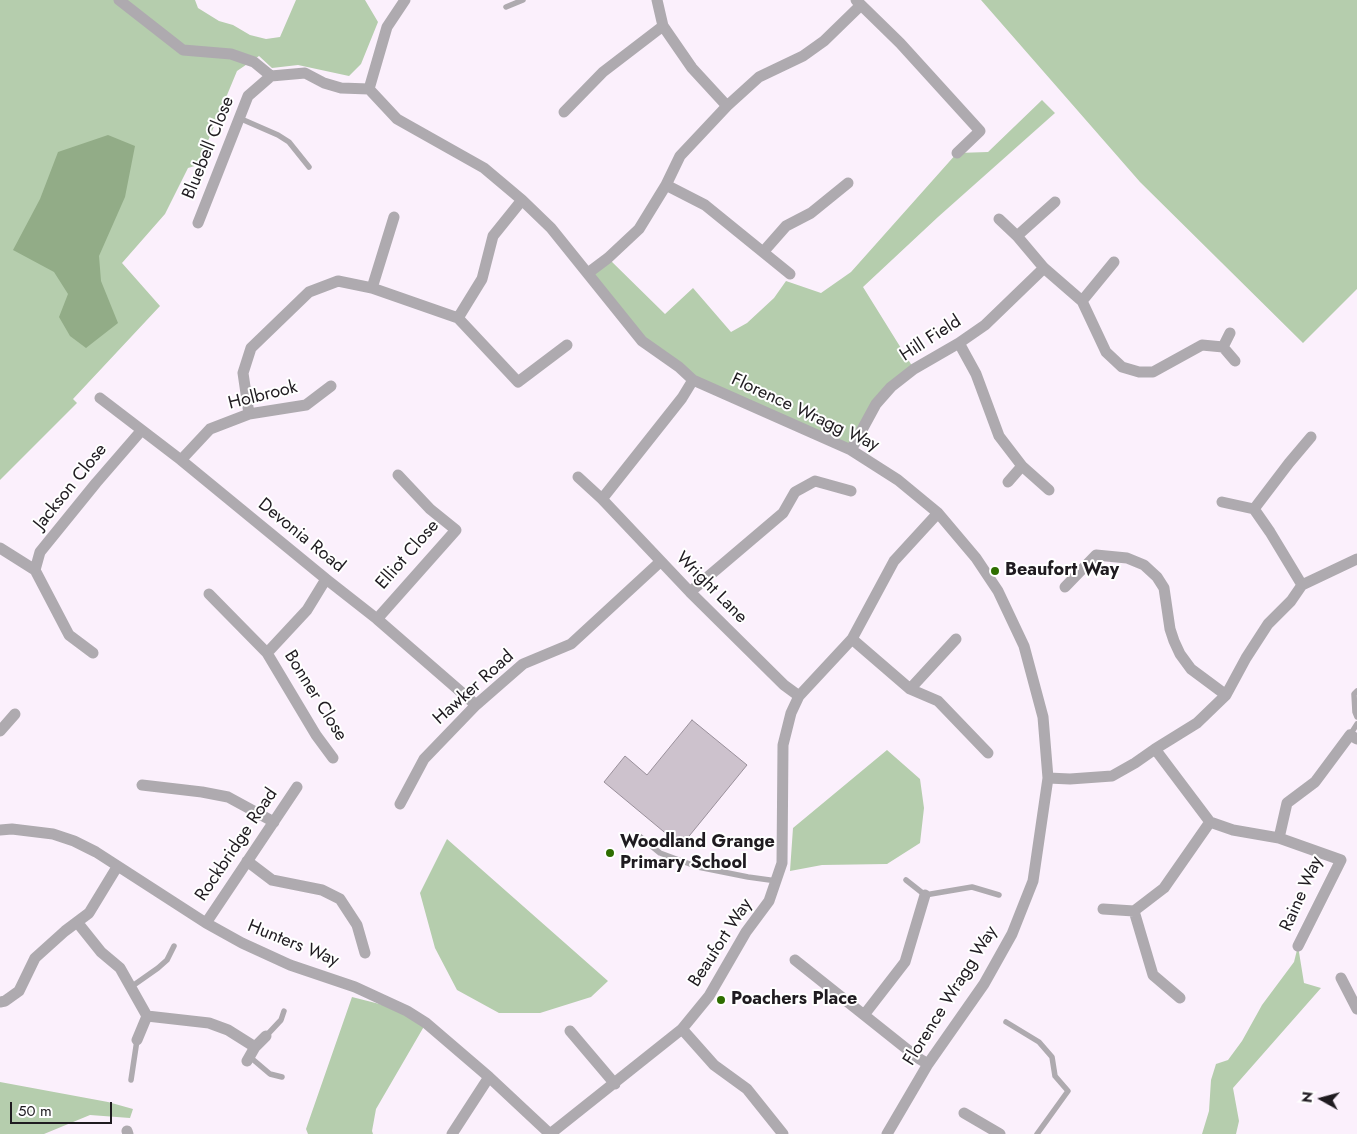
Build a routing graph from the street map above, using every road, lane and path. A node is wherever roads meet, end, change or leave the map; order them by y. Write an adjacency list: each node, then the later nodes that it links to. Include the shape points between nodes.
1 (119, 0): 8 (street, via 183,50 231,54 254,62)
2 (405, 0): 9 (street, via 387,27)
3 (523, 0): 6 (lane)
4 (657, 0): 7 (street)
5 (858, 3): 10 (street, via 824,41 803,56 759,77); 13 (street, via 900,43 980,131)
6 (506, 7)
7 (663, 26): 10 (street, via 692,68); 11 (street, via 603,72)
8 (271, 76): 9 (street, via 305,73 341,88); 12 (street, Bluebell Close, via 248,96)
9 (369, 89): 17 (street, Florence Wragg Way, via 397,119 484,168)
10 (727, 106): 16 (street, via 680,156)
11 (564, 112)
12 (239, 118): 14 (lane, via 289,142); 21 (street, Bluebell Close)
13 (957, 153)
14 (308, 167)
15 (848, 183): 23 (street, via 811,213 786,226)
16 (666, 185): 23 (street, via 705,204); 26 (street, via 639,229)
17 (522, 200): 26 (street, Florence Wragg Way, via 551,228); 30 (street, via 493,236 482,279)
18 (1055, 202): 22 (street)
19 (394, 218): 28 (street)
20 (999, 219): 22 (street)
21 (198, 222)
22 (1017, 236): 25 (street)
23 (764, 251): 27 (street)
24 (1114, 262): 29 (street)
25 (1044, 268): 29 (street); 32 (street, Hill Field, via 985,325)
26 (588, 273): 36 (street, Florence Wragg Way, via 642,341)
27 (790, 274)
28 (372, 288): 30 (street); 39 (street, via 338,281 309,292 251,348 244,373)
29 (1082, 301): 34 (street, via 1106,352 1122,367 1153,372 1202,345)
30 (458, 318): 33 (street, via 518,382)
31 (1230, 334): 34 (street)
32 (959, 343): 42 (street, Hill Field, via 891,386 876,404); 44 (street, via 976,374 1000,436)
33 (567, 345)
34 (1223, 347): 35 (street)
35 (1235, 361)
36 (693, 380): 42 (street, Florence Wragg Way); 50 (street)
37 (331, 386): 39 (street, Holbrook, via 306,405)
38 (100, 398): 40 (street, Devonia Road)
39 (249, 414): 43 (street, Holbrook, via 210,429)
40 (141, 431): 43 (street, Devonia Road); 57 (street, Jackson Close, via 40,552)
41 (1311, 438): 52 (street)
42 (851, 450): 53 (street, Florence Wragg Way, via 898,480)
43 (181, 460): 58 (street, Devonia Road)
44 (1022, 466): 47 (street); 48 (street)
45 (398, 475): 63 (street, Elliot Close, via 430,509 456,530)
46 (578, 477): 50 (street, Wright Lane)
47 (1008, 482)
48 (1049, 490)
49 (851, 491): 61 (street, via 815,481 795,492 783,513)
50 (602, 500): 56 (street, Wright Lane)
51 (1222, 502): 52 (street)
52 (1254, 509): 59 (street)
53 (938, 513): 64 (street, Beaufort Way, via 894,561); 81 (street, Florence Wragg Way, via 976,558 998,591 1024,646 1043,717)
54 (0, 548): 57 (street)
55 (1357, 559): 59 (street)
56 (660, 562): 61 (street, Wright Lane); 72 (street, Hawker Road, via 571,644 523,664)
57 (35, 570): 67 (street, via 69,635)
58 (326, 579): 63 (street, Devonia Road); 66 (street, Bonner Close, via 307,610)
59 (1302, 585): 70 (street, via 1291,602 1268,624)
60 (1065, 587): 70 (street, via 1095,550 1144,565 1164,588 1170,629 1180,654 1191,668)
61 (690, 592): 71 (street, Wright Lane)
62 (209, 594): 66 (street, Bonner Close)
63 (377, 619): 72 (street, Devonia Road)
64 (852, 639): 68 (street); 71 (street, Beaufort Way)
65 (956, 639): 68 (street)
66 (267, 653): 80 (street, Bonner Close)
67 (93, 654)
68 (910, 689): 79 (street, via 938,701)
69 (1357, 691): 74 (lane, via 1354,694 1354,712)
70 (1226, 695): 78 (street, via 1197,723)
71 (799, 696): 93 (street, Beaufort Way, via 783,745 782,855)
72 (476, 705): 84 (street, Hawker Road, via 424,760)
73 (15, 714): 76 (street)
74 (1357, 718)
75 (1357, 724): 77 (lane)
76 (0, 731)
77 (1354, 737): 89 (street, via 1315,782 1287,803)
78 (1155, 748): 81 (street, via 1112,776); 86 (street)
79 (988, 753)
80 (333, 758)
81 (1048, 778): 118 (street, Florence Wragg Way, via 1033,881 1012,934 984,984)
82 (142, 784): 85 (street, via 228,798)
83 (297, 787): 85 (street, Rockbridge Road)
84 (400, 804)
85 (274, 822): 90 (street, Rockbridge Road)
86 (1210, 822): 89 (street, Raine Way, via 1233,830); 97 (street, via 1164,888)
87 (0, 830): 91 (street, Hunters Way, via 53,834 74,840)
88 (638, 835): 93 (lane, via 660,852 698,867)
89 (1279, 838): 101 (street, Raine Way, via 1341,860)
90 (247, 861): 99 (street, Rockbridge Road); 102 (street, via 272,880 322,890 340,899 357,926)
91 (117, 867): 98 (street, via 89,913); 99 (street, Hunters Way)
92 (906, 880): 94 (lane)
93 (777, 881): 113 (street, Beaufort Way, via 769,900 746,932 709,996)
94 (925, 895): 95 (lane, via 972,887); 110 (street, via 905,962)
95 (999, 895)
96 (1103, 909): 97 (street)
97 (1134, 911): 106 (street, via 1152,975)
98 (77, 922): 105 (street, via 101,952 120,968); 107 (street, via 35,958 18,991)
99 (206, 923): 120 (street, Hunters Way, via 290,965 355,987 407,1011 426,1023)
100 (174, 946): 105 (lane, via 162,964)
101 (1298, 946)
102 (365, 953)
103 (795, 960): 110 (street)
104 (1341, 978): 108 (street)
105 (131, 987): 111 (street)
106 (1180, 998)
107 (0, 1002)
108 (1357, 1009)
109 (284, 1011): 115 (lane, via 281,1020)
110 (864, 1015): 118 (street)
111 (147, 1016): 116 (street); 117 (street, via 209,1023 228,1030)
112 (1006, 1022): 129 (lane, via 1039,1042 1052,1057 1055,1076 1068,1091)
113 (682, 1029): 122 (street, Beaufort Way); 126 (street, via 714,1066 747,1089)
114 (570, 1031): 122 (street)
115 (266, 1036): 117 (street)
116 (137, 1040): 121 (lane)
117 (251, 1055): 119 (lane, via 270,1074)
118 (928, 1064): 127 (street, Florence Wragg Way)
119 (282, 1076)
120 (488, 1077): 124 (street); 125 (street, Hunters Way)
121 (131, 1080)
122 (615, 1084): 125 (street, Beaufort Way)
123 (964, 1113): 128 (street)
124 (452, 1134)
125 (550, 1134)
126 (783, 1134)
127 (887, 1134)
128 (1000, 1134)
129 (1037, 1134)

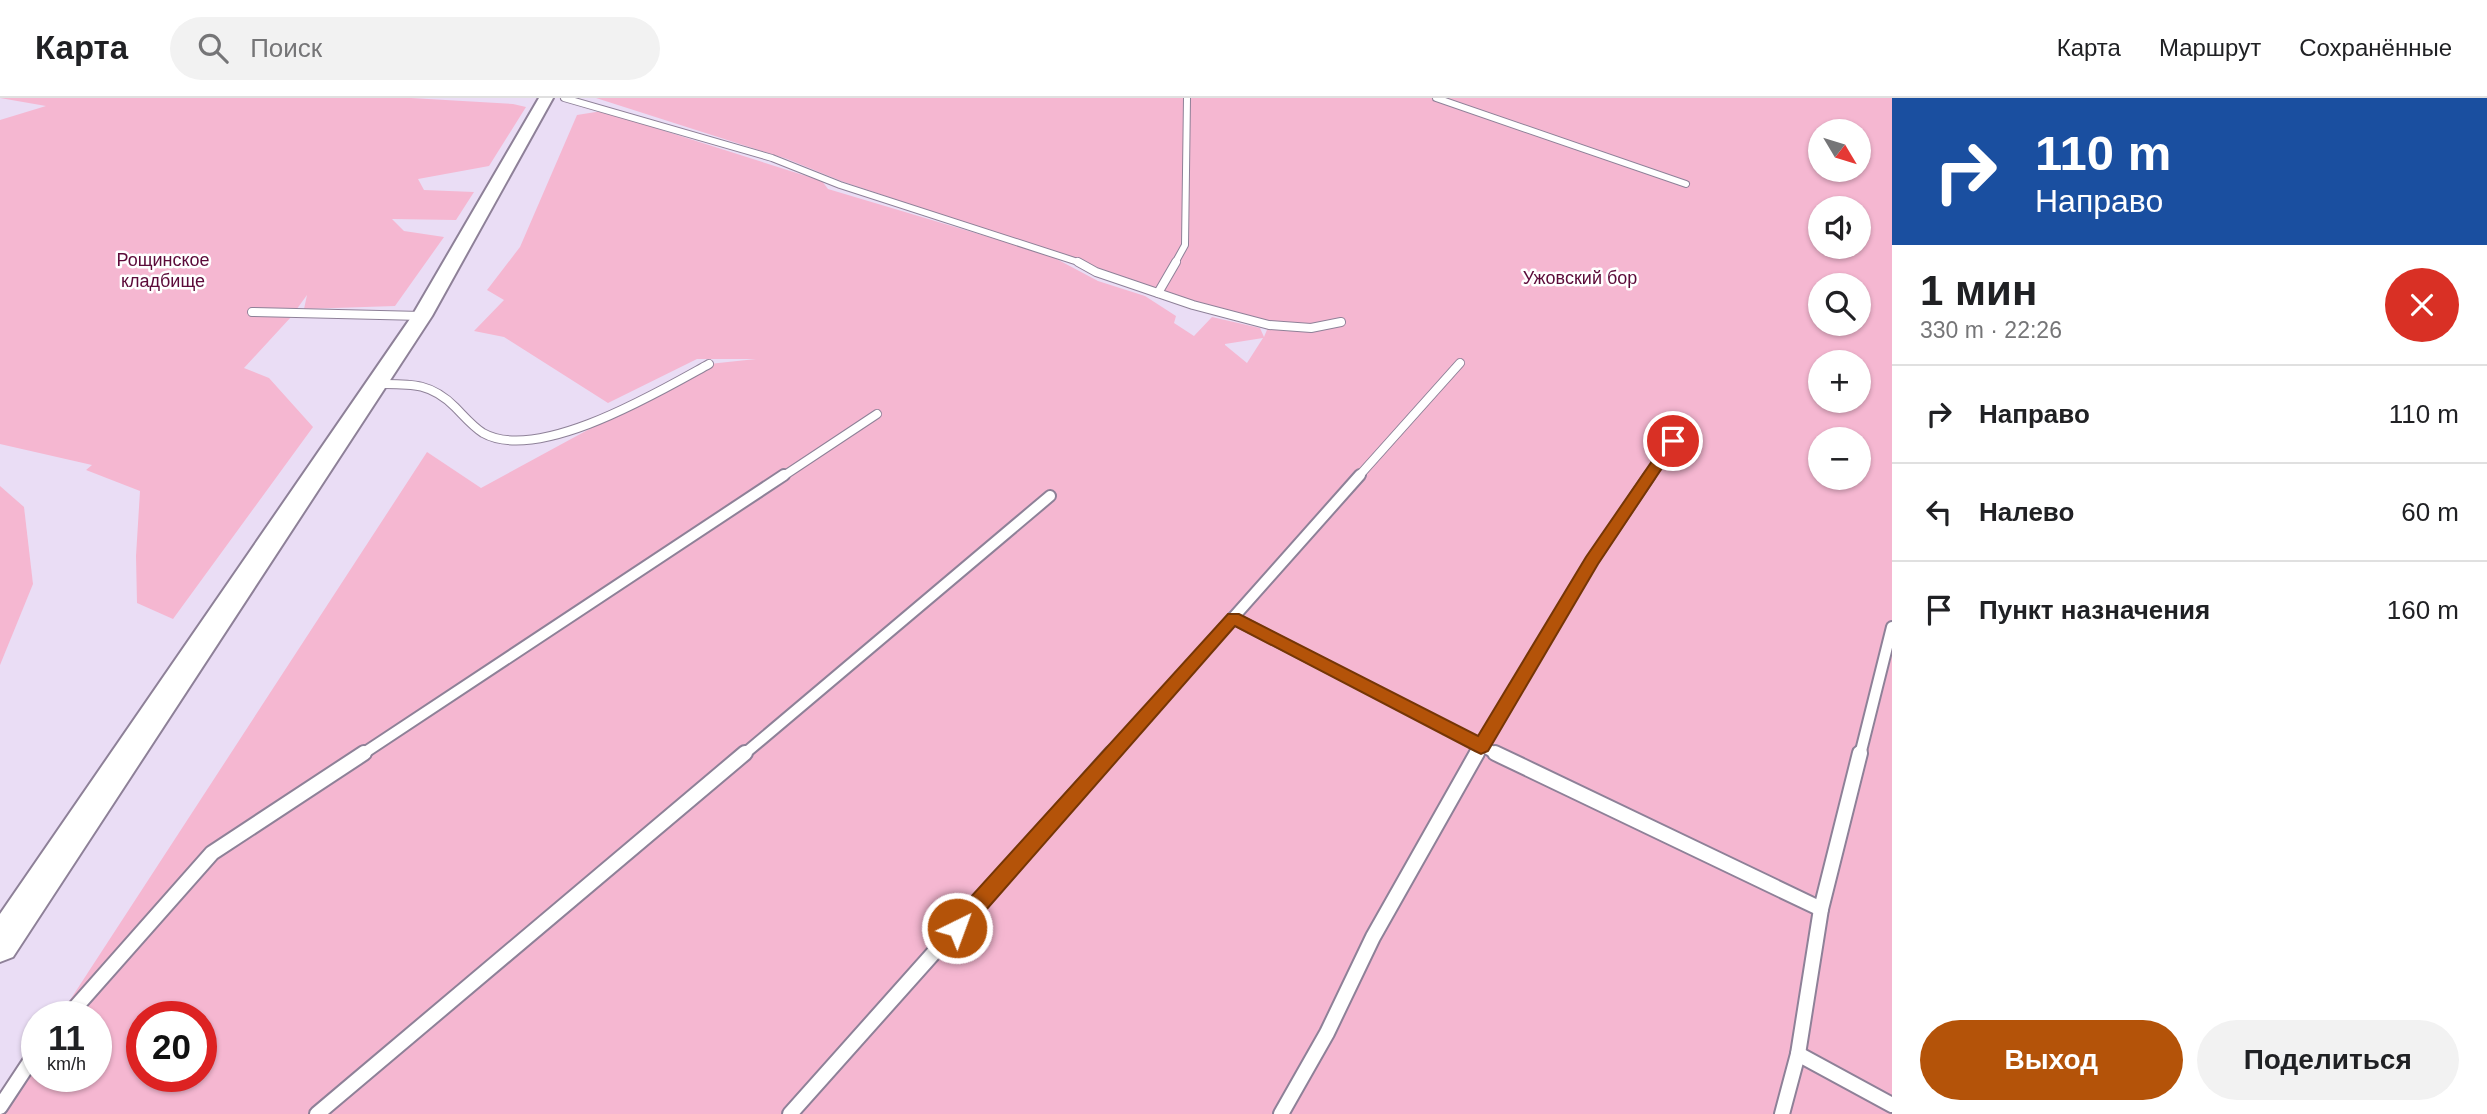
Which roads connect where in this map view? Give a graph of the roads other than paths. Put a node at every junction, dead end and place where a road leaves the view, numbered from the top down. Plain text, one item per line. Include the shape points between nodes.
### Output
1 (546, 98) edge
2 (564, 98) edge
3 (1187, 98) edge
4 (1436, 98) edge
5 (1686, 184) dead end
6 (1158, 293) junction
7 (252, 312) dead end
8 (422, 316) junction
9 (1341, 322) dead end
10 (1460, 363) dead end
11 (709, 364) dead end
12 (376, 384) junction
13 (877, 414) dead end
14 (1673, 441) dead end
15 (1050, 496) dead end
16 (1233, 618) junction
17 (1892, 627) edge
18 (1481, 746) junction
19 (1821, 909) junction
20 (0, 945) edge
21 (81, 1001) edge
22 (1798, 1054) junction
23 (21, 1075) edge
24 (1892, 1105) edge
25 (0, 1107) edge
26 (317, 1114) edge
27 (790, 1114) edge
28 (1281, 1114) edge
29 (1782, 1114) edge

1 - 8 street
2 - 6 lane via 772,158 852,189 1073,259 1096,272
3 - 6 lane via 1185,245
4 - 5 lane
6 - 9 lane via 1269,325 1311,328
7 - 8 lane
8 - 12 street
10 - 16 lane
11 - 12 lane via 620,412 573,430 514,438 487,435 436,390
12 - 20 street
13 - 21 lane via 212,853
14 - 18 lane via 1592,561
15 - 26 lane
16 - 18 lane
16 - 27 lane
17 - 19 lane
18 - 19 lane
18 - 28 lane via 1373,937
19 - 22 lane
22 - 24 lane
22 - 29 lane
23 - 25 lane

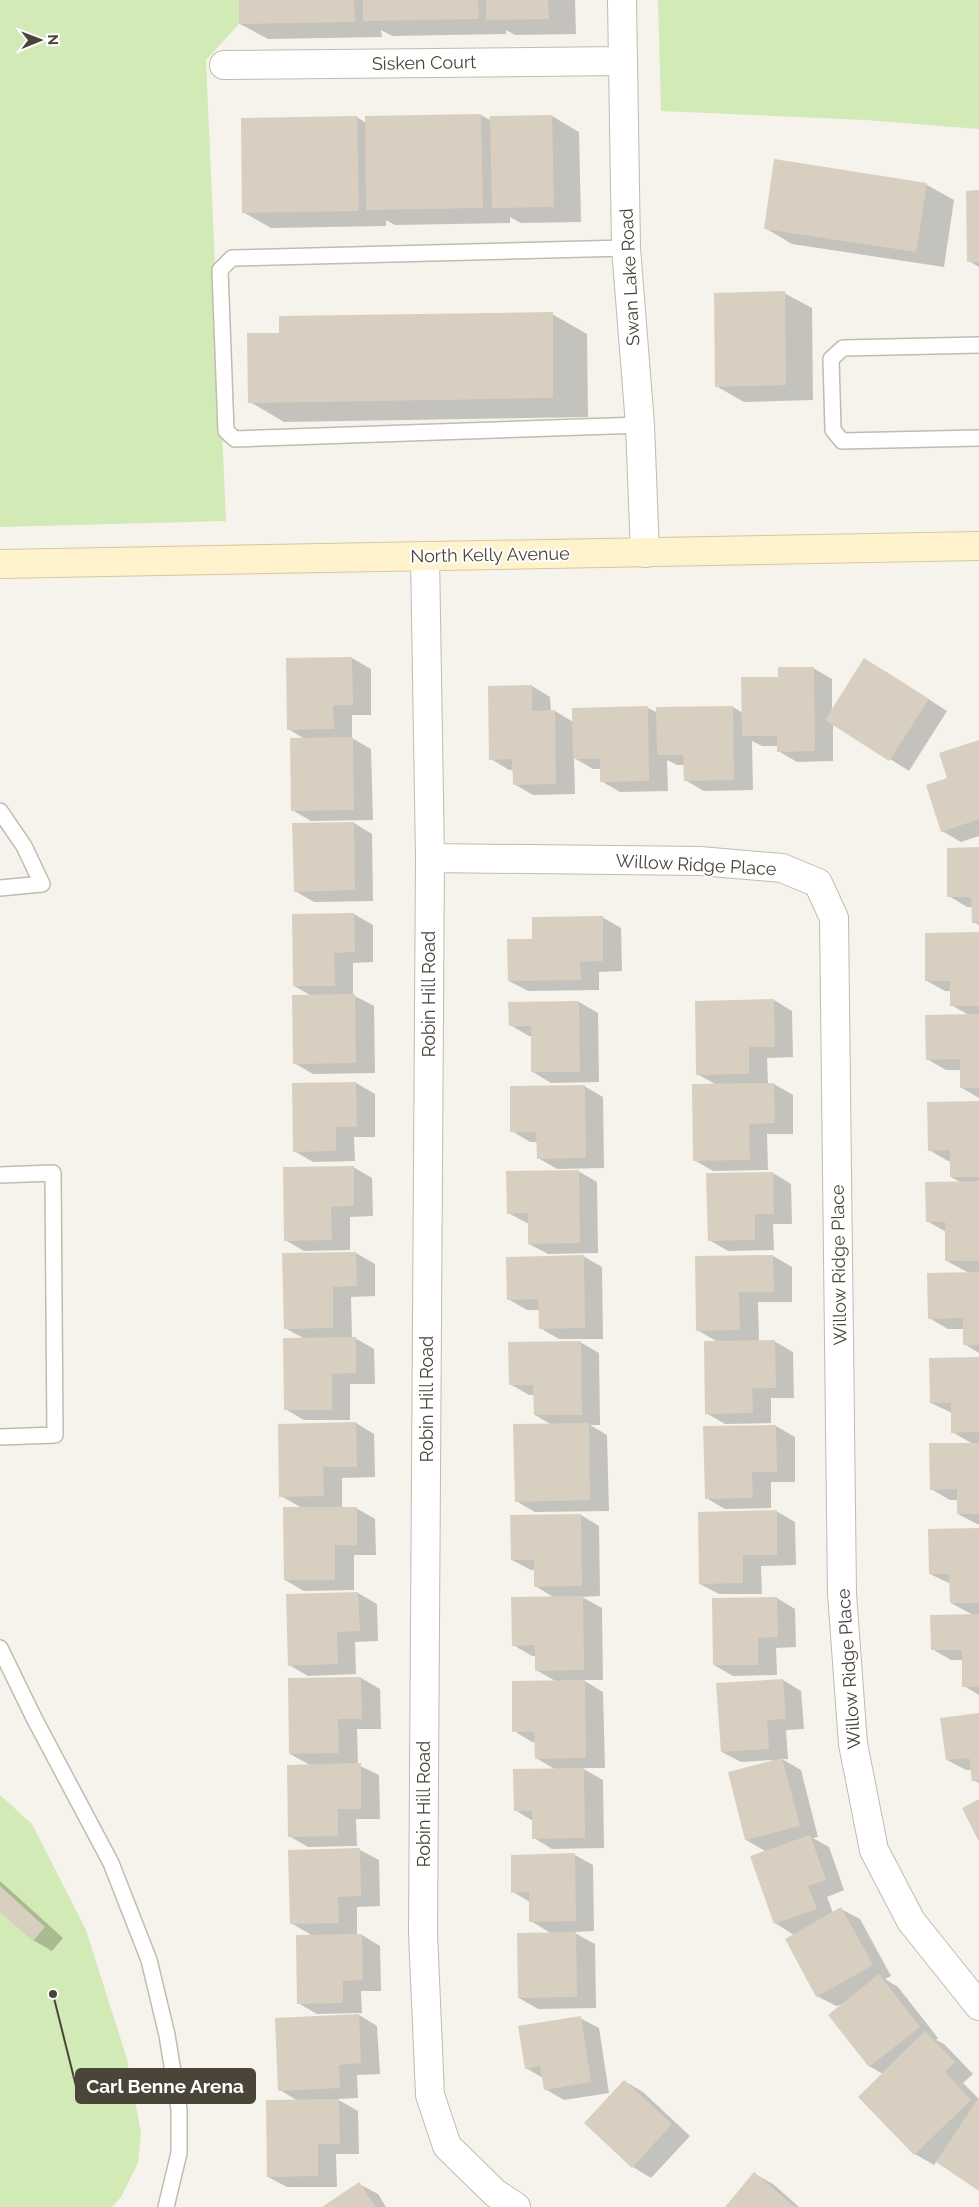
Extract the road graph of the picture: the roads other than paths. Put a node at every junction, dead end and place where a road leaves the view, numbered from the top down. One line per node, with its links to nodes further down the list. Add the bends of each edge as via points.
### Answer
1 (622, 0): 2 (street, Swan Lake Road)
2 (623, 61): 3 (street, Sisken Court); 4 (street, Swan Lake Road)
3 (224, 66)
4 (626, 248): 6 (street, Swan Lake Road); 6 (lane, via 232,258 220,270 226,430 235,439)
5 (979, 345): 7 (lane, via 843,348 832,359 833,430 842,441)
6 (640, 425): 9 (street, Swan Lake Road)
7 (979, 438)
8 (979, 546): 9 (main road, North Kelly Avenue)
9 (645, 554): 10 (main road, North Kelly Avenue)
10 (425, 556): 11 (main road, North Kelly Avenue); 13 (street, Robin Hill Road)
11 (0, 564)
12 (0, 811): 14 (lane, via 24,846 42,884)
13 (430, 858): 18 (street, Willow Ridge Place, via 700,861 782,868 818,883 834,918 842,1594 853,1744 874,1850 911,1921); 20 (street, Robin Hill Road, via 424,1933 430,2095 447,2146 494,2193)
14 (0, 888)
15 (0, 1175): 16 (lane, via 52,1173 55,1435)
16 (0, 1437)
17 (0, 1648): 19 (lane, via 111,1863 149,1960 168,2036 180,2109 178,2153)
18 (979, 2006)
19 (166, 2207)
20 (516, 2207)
• • •
▶ _THE PROBLEM_:
Filter the records above and return every line that holds the word "down".

▶ _RESULT_:
Which roads connect where in this map view? Give a graph of the roads other than paths. Put a node at every junction, dead end and place where a road leaves the view, numbered from the top down. Plain text, one item per line. Include the shape points between nodes.
Extract the road graph of the picture: the roads other than paths. Put a node at every junction, dead end and place where a road leaves the view, numbered from the top down. One line per node, with its links to nodes further down the list. Add the bends of each edge as via points.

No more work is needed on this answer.